**Action item**
In the listing that follows, determine how many lines include the word "highway". Respond with that number alone.
----------------
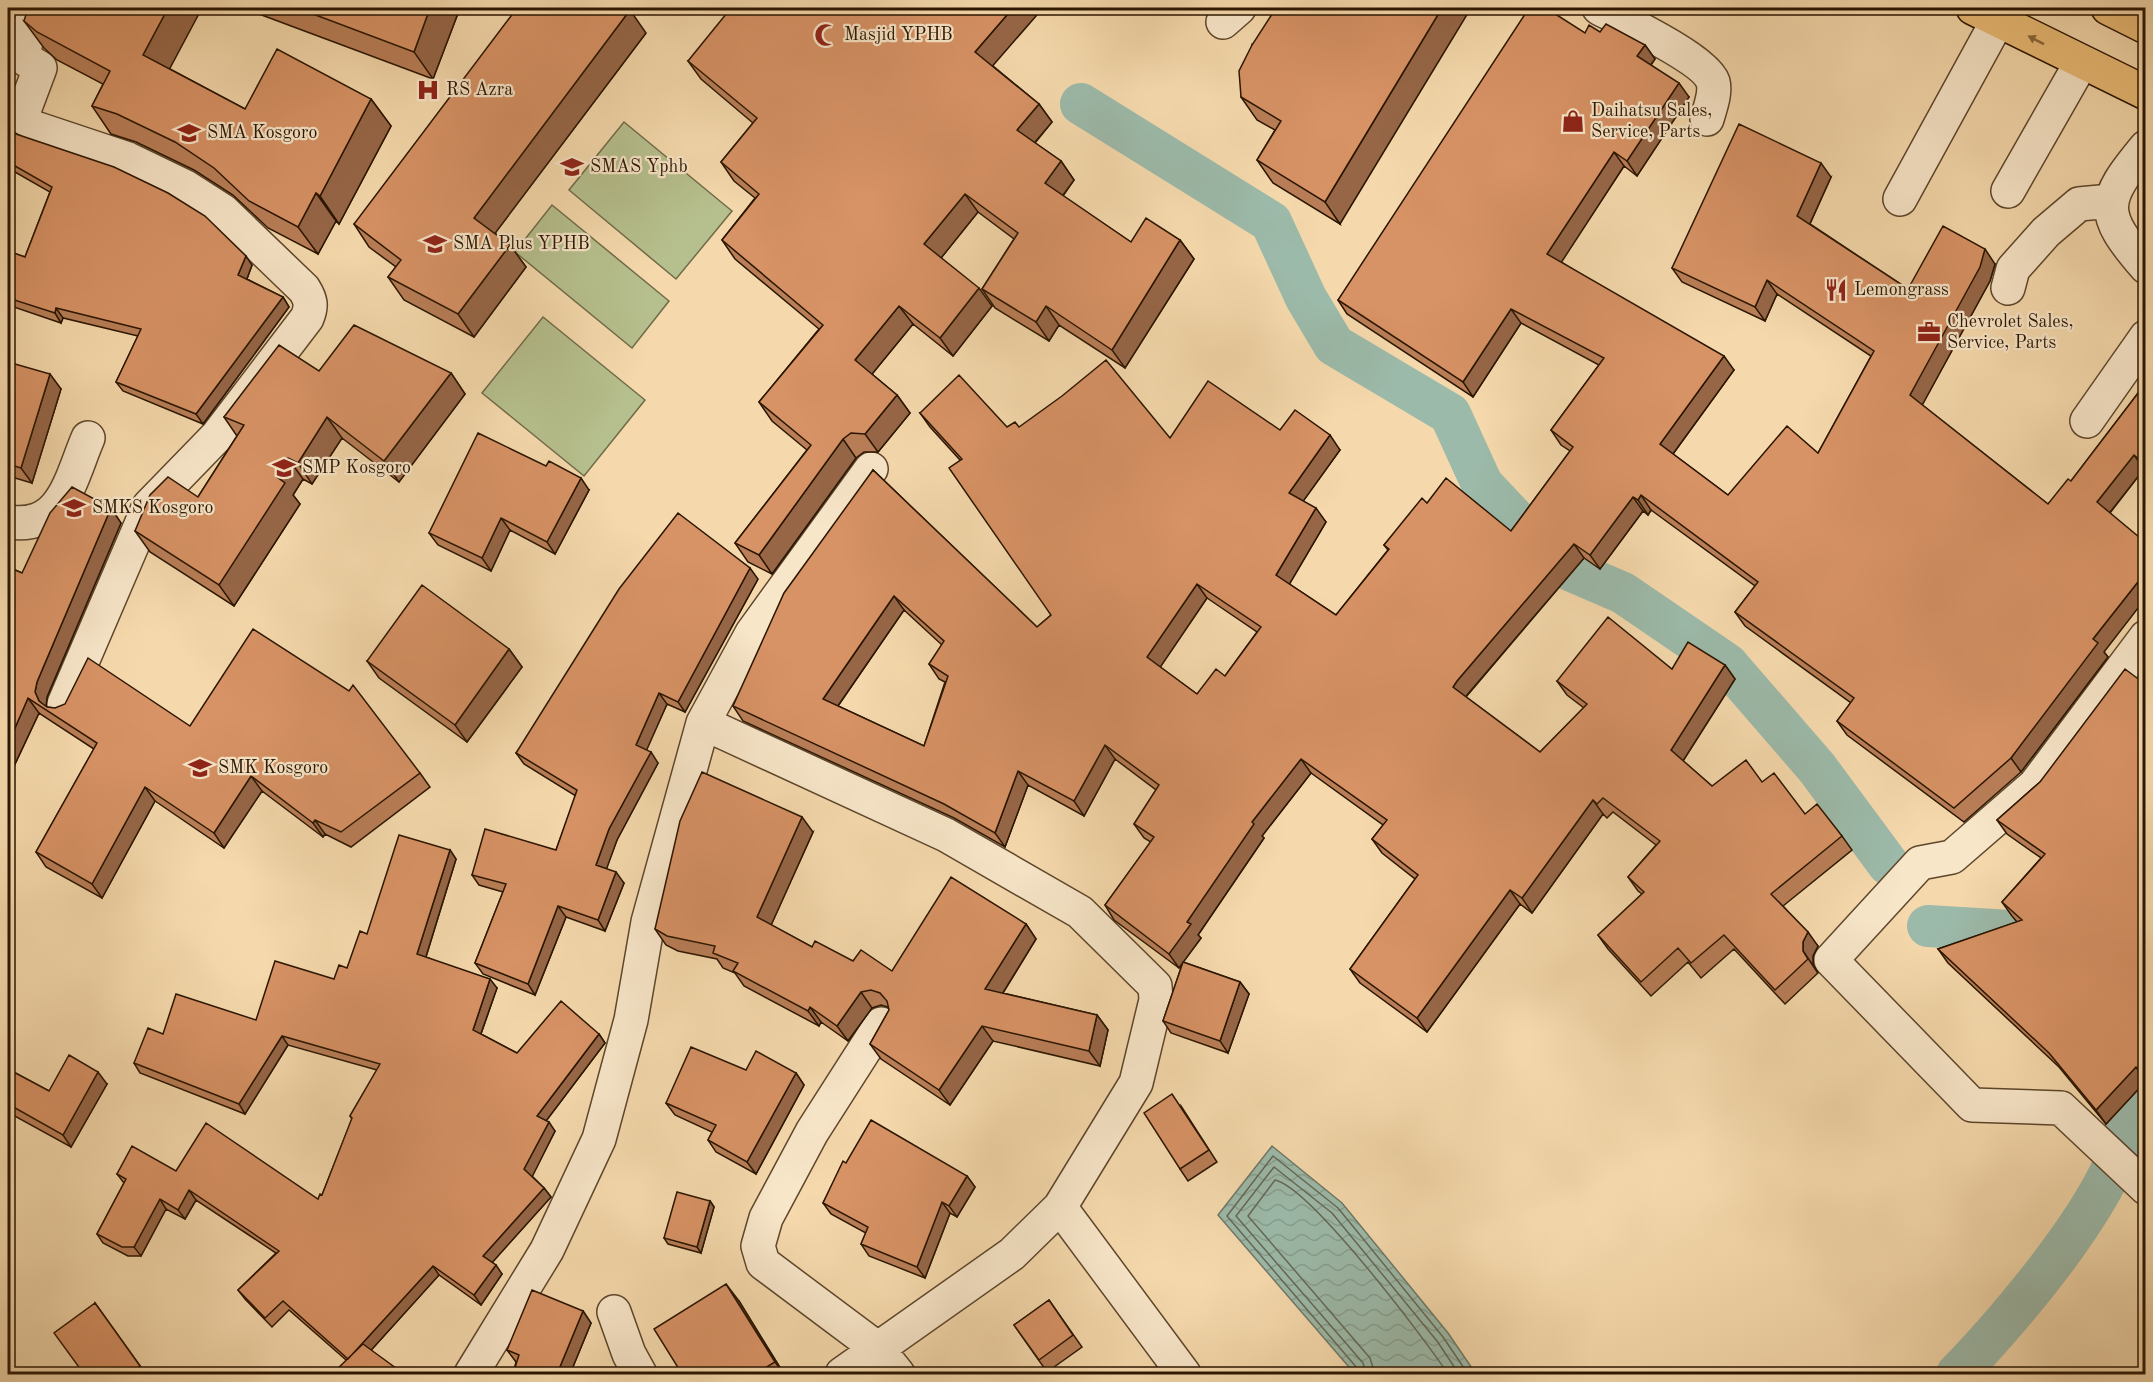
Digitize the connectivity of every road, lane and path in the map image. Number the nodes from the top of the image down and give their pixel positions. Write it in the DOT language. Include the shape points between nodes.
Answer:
graph roads {
  1 [pos="35,8"];
  2 [pos="1599,8"];
  3 [pos="2108,8"];
  4 [pos="1991,12"];
  5 [pos="2145,27"];
  6 [pos="2081,63"];
  7 [pos="2145,93"];
  8 [pos="1707,119"];
  9 [pos="2145,147"];
  10 [pos="2008,191"];
  11 [pos="1900,199"];
  12 [pos="2111,201"];
  13 [pos="2145,267"];
  14 [pos="2008,288"];
  15 [pos="2145,337"];
  16 [pos="2087,421"];
  17 [pos="88,438"];
  18 [pos="871,469"];
  19 [pos="8,522"];
  20 [pos="2145,637"];
  21 [pos="64,704"];
  22 [pos="702,723"];
  23 [pos="881,1024"];
  24 [pos="2145,1188"];
  25 [pos="1060,1207"];
  26 [pos="615,1312"];
  27 [pos="878,1349"];
  28 [pos="629,1368"];
  29 [pos="471,1374"];
  30 [pos="842,1374"];
  31 [pos="898,1374"];
  32 [pos="1184,1374"];
  1 -- 21 [label="street" via="23,54 40,68 22,116 26,125 128,159 223,211 310,298 307,318 217,436 149,506"];
  2 -- 8 [label="street" via="1705,70 1713,82"];
  3 -- 5 [label="highway"];
  6 -- 4 [label="highway, one-way"];
  4 -- 11 [label="street"];
  6 -- 7 [label="highway"];
  6 -- 10 [label="street"];
  9 -- 12 [label="street" via="2119,179"];
  12 -- 13 [label="street" via="2113,224"];
  12 -- 14 [label="street" via="2079,204 2046,232 2013,269"];
  15 -- 16 [label="street"];
  17 -- 19 [label="street" via="61,501 47,517 30,524"];
  18 -- 22 [label="street" via="752,633"];
  20 -- 24 [label="street" via="2036,784 1953,856 1920,863 1831,960 1972,1105 2061,1108"];
  22 -- 25 [label="street" via="985,856 1080,912 1152,980 1156,1000 1136,1083"];
  22 -- 29 [label="street" via="648,922 631,1020 599,1139 547,1250"];
  23 -- 27 [label="street" via="812,1132 766,1218 758,1246 763,1263"];
  25 -- 27 [label="street" via="1012,1254"];
  25 -- 32 [label="street"];
  26 -- 28 [label="street"];
  27 -- 30 [label="street"];
  27 -- 31 [label="street"];
}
----------------
**Written reply**
3